#### Task goal:
Both the line with "position:absolute; width:44px; margin:-22px;" and the line with "display:flex; align-items:center; gap:12px" in the records below must appear in the output, along with every line between them, exactly and with nothing added.

START Data for this exercise

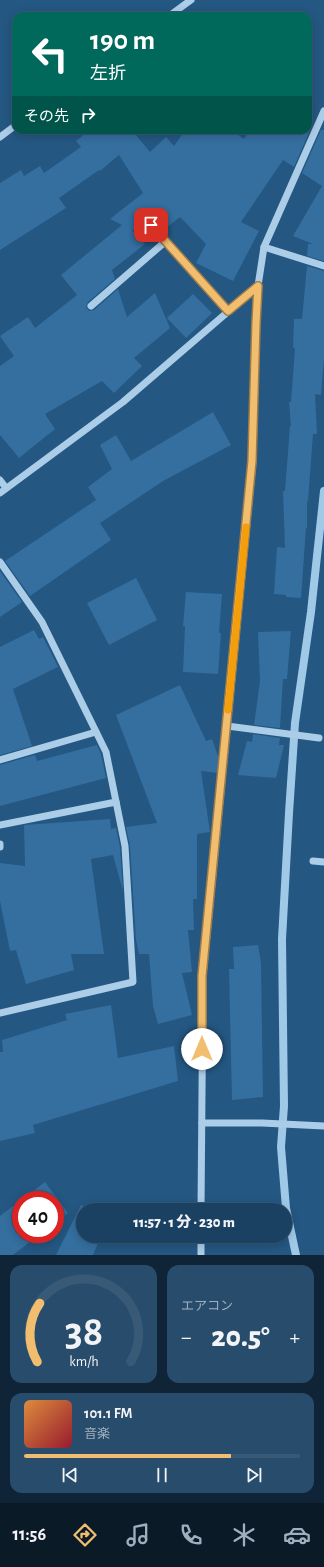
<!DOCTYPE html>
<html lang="ja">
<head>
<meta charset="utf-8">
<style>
	:root { --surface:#1b4162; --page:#284c6b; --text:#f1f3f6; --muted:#a0afbe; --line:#395a77; --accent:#f1be70 }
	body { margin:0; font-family:"Alegreya Sans","Noto Sans JP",sans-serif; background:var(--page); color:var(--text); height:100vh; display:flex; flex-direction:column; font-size:15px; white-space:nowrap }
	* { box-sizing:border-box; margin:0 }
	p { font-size:13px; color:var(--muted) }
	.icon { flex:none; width:22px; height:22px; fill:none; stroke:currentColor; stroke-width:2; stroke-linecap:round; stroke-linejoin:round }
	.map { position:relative; height:1255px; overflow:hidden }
	.drawer { display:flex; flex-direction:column; gap:10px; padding:10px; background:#0f2436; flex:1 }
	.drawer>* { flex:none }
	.hud { position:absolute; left:12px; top:12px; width:300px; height:122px; border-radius:12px; box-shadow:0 2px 10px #0003,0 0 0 1px var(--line); background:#00695c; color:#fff; overflow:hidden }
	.speed { position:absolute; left:12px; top:1191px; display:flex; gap:8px; font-size:20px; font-weight:700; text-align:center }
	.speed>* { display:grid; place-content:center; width:52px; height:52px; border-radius:50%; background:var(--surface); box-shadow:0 2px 10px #0003,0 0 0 1px var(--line); line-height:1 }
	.speed .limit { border:6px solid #d22; background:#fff; color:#111 }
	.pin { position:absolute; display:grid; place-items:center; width:34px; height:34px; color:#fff; margin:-17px; border-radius:8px; box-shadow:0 2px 6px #0006 }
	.me { position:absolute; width:44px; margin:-22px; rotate:0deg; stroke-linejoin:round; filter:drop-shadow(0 0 3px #0008) }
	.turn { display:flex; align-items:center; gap:14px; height:84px; padding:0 12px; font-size:18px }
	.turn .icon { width:52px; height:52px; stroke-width:2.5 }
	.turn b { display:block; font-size:28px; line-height:34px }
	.then { display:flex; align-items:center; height:38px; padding:0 12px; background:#0003; gap:8px; font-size:15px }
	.big { font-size:30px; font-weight:800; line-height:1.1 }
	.drawer .widget { flex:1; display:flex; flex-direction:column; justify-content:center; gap:6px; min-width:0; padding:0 14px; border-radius:12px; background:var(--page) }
	.drawer .dial { align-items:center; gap:0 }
	.dial svg { height:104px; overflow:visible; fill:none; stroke:var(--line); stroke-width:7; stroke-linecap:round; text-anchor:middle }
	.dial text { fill:var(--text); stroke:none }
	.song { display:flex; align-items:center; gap:12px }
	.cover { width:48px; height:48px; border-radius:6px; background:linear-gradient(135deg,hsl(30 70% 55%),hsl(350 70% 35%)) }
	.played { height:4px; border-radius:2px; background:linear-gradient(90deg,var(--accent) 75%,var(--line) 75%) }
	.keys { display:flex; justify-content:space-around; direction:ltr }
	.heat { display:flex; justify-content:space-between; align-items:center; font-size:22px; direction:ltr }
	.drawer .tiles { flex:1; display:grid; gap:10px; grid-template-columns:1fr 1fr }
	.widget:last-child { grid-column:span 2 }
	.trip { position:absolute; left:76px; top:1203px; width:216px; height:40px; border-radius:20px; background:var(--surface); box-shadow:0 2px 10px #0003,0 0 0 1px var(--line); font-weight:800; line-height:40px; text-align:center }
	.tab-bar { display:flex; height:64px; justify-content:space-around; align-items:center; background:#0b1a27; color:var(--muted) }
	.tab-bar .icon { width:28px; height:28px }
	.tab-bar .selected { color:var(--accent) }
	.tab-bar b { font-size:18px; color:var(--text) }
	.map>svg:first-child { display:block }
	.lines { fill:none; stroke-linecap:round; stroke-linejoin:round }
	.stream { stroke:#a0c9e8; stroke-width:8 }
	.building { fill:#346f9f }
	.minor { stroke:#accde7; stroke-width:7 }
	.route-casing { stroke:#9d7c49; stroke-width:10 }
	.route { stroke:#f1be70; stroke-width:7 }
	.slow { stroke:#f59e0b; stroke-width:7 }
</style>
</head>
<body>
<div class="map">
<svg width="324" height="1255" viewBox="0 0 324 1255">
	<rect width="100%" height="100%" fill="#245782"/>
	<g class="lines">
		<path class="stream" d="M296 1255 286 1208 281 1147 284 1106 282 939 289 813 295 723 311 612 324 491"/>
	</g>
	<g class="building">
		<path d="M90 130H132L150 152 166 137 174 146 185 130H231L244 139 250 130H310L294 167 283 160 241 222 259 231 233 281 196 263 206 244 180 217 162 231 146 213 142 212 139 214 138 218 139 220 154 237 151 239 131 229 145 244 112 270 115 279 88 302 86 307 89 311 94 310 118 289 127 317 155 293 170 328 134 358 142 366 114 393 102 381 45 414 55 429 19 458 0 435V366L14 356 0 336 28 317 35 328 77 295 61 275 122 225 110 219 143 193 119 155 100 171 99 170 59 198 66 208 0 250V183L21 170 24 176 40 166 44 173 81 147 76 141Z"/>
		<path d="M321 130H324V261L307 256 308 244H313L293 236 322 186 302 173Z"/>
		<path d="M307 266 324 271V358L321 395 315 394 317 434H313L308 501H307V528H306L301 598 286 597V595L274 594 277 547 285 548 283 491H285L290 426H291L289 402H291L295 348H293L294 319H302Z"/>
		<path d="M193 294 212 313 186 338 167 318Z"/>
		<path d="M213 412 231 445 163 481 100 523 111 540 30 596 5 561 96 500 88 487 112 469 100 445 116 435 131 461Z"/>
		<path d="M0 571 22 602 0 617Z"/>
		<path d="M136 578 157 620 109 645 87 603Z"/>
		<path d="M186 592 222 594 219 633H221L218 674 183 672 185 626H183Z"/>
		<path d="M34 630 39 639 43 637 58 667 13 689 32 746 0 755V647Z"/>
		<path d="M291 631 287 679H283L280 728 254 725 260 681 258 632Z"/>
		<path d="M180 685 206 741 212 739 219 759 218 773 201 771 210 832 197 834V899H193L194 930H188L192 972 182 973 192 1015 158 1024 153 1006 149 954H139L136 940 130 846 126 827 157 823 116 715Z"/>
		<path d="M253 734 280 738 279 745H284L276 778 238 775 247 741 252 742Z"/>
		<path d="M97 745 101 754 106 778 0 806V765L35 755 37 761Z"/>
		<path d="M110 819 111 829 116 828 120 847 123 891 113 855 91 859 104 954H71L74 970 26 984 16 950 10 951 0 901V863L25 866 24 825Z"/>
		<path d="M258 945 261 963 263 1097 232 1100 229 969H234L233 947Z"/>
		<path d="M111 1005 118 1058 174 1046 178 1081 33 1125 35 1133 0 1141V1052H3L2 1040 67 1020 65 1014Z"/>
		<path d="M45 1182 68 1213 55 1223V1200H21Z"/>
		<path d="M21 1200V1234H40L13 1255H0V1216Z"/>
		<path d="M81 1205 90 1210H83V1236H101L93 1255H56Z"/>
	</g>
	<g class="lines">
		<g class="minor">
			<path d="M169 16 191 0"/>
			<path d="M0 137 16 125"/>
			<path d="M143 217 228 311"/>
			<path d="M264 247 324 266"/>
			<path d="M91 306 166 241"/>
			<path d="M0 480 6 488"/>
			<path d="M0 493 123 402 258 286 264 247 324 111"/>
			<path d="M0 562 42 622 106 752 125 846 133 982 0 1013"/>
			<path d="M227 726 319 738"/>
			<path d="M0 760 96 732"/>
			<path d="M0 825 116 802"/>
			<path d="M0 844V847"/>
			<path d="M313 861 324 862"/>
			<path d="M202 1123H262L324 1126"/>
			<path d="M201 1210 203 976 253 461 256 323 258 286"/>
			<path d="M201 1255V1236"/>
		</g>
	</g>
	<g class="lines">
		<defs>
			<path id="route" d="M151 225 228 311 258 286 256 323 252 461 202 976V1049"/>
		</defs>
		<use href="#route" class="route-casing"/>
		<use href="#route" class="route"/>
		<path class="slow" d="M228 710 246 527"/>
	</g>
</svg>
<div class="speed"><div class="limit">40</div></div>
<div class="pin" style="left:151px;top:225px;background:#d93025"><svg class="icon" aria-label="arrive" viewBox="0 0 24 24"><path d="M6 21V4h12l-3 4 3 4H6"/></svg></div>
<svg class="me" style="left:202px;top:1049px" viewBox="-20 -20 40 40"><circle r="19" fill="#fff"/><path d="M0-13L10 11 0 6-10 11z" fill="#f1be70"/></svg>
<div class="trip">11:57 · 1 分 · 230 m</div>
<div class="hud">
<div class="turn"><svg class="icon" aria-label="left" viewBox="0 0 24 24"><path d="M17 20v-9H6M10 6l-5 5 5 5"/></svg><div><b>190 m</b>左折</div></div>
<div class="then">その先<svg class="icon" aria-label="right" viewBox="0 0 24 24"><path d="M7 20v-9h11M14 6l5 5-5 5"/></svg></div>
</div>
</div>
<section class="drawer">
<div class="tiles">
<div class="widget dial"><svg viewBox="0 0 100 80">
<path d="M14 69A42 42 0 1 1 86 69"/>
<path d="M14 69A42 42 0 0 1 16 24" stroke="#f1be70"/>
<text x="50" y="56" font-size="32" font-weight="700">38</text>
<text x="50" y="72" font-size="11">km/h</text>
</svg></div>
<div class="widget"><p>エアコン</p>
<div class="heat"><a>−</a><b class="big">20.5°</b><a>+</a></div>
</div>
<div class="widget">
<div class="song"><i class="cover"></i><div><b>101.1 FM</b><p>音楽</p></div></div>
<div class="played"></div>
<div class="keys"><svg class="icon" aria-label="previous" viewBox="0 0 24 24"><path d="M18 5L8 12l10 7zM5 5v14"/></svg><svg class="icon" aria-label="pause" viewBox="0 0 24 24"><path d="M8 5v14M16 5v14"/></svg><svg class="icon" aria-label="next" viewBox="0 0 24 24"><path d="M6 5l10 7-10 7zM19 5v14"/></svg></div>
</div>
</div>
</section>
<nav class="tab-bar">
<b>11:56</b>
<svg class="icon selected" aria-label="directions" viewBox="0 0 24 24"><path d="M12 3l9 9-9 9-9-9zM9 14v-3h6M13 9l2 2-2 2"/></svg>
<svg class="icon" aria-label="music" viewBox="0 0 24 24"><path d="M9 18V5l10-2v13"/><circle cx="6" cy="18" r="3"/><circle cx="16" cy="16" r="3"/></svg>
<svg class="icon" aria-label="phone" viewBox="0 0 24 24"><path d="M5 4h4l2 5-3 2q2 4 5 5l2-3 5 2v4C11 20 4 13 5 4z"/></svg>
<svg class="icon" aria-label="climate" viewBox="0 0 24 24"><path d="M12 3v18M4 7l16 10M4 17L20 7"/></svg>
<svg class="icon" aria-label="car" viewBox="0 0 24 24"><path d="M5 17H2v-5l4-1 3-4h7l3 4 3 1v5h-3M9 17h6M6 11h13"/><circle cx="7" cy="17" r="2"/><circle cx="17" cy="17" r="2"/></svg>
</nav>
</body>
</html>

END Data for this exercise

#### Written response:
	.me { position:absolute; width:44px; margin:-22px; rotate:0deg; stroke-linejoin:round; filter:drop-shadow(0 0 3px #0008) }
	.turn { display:flex; align-items:center; gap:14px; height:84px; padding:0 12px; font-size:18px }
	.turn .icon { width:52px; height:52px; stroke-width:2.5 }
	.turn b { display:block; font-size:28px; line-height:34px }
	.then { display:flex; align-items:center; height:38px; padding:0 12px; background:#0003; gap:8px; font-size:15px }
	.big { font-size:30px; font-weight:800; line-height:1.1 }
	.drawer .widget { flex:1; display:flex; flex-direction:column; justify-content:center; gap:6px; min-width:0; padding:0 14px; border-radius:12px; background:var(--page) }
	.drawer .dial { align-items:center; gap:0 }
	.dial svg { height:104px; overflow:visible; fill:none; stroke:var(--line); stroke-width:7; stroke-linecap:round; text-anchor:middle }
	.dial text { fill:var(--text); stroke:none }
	.song { display:flex; align-items:center; gap:12px }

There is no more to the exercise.